É sabido que o trabalho de catação de materiais recicláveis é ainda desenvolvido, na maior parte dos casos, sob péssimas condições de trabalho, ou seja, realizado em meio insalubre, sem equipamentos que facilitem suas atividades dentro dos galpões, como esteiras de triagem para que os catadores trabalhem em uma posição mais confortável, ausência de empilhadeiras o que requer grande esforço físico dos catadores para colocar os fardos (de 150 a 250 quilos) de materiais nos caminhões. Ademais, os catadores estão expostos às variações climáticas, sendo mais recorrente a exposição solar, característica predominante da região estudada.
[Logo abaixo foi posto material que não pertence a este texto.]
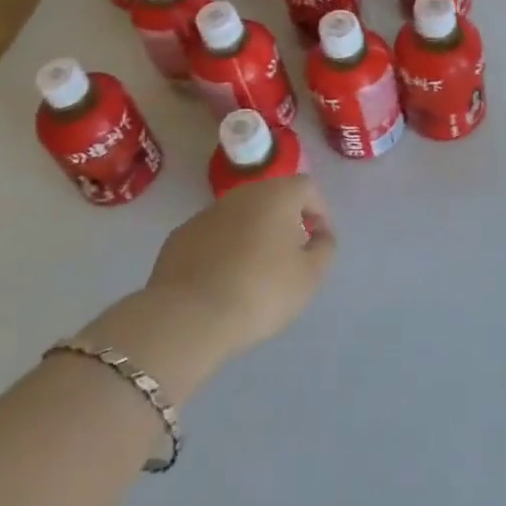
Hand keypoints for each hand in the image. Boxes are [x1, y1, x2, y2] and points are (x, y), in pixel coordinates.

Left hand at [143, 175, 335, 358]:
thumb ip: (324, 248)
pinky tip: (222, 281)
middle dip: (285, 221)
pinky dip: (223, 249)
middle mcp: (242, 193)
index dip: (320, 212)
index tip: (318, 243)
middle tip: (289, 256)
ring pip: (241, 216)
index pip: (308, 188)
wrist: (188, 317)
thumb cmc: (260, 292)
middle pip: (273, 198)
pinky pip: (213, 236)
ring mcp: (207, 213)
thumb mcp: (309, 277)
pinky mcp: (180, 236)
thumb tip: (320, 234)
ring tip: (255, 273)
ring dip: (253, 234)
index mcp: (277, 195)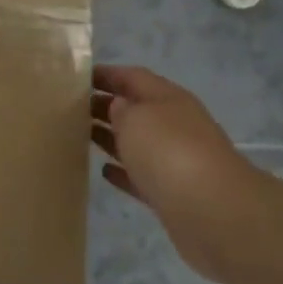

Esses trabalhadores também se expõem a riscos de cortes, perfurações, contaminação por agentes biológicos, e produtos químicos, e este fato se agrava quando os catadores não fazem o uso de EPI’s. Dentre os catadores que explicaram que a família não gostava do trabalho devido à má remuneração e à ausência do registro trabalhista, tem-se o seguinte relato: Trabalhar no lixão, trabalhar com a reciclagem, o que está ganhando? Não é melhor está trabalhando em uma firma? Em uma coisa que ganha um salário, tem o seu INSS... [se referindo à fala da família] Mas se não apareceu?. (Entrevistada nº 25, sexo feminino, 47 anos, solteira, branca, ensino fundamental I incompleto, membro da ACAD).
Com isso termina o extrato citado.